*So we finally got (some) health care reform. It’s not what we want or need, and it gives politicians a different reason not to touch it again for 15 years (“We fixed it! Time to move on!”) and the insurance companies no doubt already have plans for how they’re going to weasel out of the restrictions placed on them, but we got something and something is better than nothing.
But man, all the crap we had to go through to get there. This drama has really shown what lies just under the surface of our political system, and it’s an ugly, horrific picture.
We have the “winners” in this ordeal, the Democrats, who started out on day one essentially throwing out everything their supporters want and making sure the soulless corporations who caused this situation weren’t going to be inconvenienced too much. Throughout the discussion they firmly kept their eye on the mythical supporters they have been courting for the past decade or so instead of the people who actually elected them. And — surprise! — the well-meaning yet weak and spineless party delivered a well-meaning but weak and spineless bill that, at best, people support because hey, “something is better than nothing”*.
Then we have the Republicans. This is the party who has, for some time now, framed all political discussion as a zero-sum game. Forget what’s best for the country, if the Democrats pass any bill at all, the Republicans “lose” and that is unacceptable. Their idea of compromise is to simply let them have their own way, and in return they’ll be a little less angry, but still mad because even though you let them have all your birthday presents and eat all your cake and have exclusive entry rights to the bouncy house, you didn’t also vote them “prettiest kid at the party” and that hurts their feelings. They opposed this from the beginning, giving no actual reason for the opposition, just being agin’ it wholescale. They shrieked with outrage at utterly mundane congressional practices that (of course) they themselves had used dozens of times. They lied and shouted and shouted lies and frothed and held their breath and turned blue and recoiled at any attempt to work together on some kind of bill that might help people, and now that something has still managed to be passed they’re promising that they are going to do whatever they can to repeal it, even the popular parts, because they want to start over.
McCain has also promised “There will be no cooperation for the rest of the year,”, which, considering what they’ve been doing, makes one wonder how the hell they could possibly cooperate less.
In short, the Republicans are going to stonewall any further bills and try to remove this one no matter how many of their constituents might be helped because anything successful that happens when the Democrats are in power is a “loss” for them and that is unacceptable. That is how they are approaching their duties as representatives, and it’s sickening.

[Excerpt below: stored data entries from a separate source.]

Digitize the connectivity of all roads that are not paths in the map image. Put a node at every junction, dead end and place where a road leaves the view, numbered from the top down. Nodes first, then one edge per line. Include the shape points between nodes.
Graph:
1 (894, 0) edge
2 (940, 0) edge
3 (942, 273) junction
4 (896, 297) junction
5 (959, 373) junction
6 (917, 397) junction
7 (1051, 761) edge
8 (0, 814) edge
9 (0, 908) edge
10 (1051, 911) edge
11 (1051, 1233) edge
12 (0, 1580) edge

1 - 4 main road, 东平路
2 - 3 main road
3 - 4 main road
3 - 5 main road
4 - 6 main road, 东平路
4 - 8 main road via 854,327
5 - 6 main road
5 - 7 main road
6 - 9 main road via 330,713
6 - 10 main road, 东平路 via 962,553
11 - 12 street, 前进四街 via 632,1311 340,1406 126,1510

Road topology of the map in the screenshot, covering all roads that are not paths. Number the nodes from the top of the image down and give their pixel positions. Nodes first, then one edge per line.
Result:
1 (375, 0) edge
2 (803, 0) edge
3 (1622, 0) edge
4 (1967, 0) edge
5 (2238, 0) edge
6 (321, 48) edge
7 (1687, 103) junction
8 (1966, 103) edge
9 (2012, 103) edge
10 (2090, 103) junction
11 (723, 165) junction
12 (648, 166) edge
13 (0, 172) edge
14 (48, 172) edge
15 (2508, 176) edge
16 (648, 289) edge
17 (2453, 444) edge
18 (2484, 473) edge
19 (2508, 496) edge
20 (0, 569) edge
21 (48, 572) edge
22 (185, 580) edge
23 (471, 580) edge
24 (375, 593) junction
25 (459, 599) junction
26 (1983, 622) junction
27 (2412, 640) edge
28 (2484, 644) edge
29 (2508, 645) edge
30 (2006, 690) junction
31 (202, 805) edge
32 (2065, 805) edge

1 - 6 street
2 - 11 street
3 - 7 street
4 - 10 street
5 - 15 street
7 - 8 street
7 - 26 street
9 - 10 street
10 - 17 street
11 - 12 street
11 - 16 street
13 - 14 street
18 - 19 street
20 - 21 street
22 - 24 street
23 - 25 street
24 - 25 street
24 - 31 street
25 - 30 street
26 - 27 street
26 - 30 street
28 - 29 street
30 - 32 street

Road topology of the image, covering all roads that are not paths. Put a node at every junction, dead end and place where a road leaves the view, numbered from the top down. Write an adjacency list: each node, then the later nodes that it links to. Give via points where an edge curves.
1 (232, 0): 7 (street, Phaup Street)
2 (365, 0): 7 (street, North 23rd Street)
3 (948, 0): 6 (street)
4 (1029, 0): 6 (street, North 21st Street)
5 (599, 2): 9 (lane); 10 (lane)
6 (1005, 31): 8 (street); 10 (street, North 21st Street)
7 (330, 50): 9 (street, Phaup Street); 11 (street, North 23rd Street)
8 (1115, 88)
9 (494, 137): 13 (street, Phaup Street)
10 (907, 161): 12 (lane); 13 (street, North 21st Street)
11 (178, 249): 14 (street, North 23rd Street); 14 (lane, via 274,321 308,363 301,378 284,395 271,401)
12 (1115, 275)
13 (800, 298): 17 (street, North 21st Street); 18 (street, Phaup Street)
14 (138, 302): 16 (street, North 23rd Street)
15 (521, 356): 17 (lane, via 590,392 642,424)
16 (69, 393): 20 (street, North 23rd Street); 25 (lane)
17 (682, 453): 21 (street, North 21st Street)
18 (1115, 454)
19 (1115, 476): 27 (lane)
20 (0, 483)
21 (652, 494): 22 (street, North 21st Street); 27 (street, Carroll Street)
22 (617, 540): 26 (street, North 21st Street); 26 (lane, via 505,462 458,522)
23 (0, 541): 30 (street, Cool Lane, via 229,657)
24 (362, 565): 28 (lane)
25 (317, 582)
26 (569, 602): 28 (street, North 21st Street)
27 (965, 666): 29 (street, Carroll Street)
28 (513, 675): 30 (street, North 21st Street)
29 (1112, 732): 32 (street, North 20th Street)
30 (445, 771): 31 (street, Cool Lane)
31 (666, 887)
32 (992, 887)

And speaking of sickening, our next major player is the execrable Tea Party, which tore off its disguise as merely a bunch of ignorant, rabid, hateful morons and revealed themselves to be ignorant, rabid, hateful racist morons, to the utter surprise of maybe one or two guys at CNN and nobody else. The group showed up in small (but widely-reported) numbers to spread its core message of “IF YOU AREN’T ME THEN FUCK YOU”. When they started calling lawmakers “niggers” and “faggots”, the right-wing pundits demanded apologies: from the lawmakers. That we have this many people ready to work themselves into a lather over anything Glenn Beck tells them to be angry about is frightening enough, but the fact that they were allowed to have so much of a say in the “debate” is even worse. America, always proud to declare its ignorance to the rest of the world, finally has a “party” that luxuriates in such behavior, and the media just can’t get enough of them.
Yes, the media. They couldn’t be bothered to report on anti-war protestors in 2003, but if two Tea Party assholes got into the same elevator they had to share it with 300 reporters who all wanted to know what this meant for the major parties. The media is fascinated by the media’s fascination with these dipshits, and made sure that they had an equal voice in the health care “discussion”, even if it was a slurred voice that had no idea what it was talking about and sounded vaguely like Glenn Beck trying to keep his lips from moving. As usual, the media happily reported any and all lies about the bill that anyone told, seeing the task of pointing out that the statements were provably false as somebody else’s job. Nor did the media bother to do much reporting on what was actually in the bill, preferring instead to simply report on what people were saying or lying about the bill. Many Americans still don’t know what’s in the goddamned thing because all the news is simply about the Republicans being all grumpy-faced for “losing” this one and the Democrats achieving “victory”.
This bill and the absurd, nightmarish circus surrounding it is not an example of the old adage about watching sausage get made. It’s about watching shit get made, in graphic, high-definition detail, while being described as sausage. This is the grand and glorious democracy that will make people will bitch at you if you choose not to participate in it. This is model we present to the world as the greatest government in history, a guide for everyone else, and get cranky if anyone disagrees.
I’m too sickened to cheer for this health care bill.






I don’t disagree with your basic premise about our f’ed-up government. Yet, I still think getting those protections into place on behalf of those with pre-existing conditions is a huge win.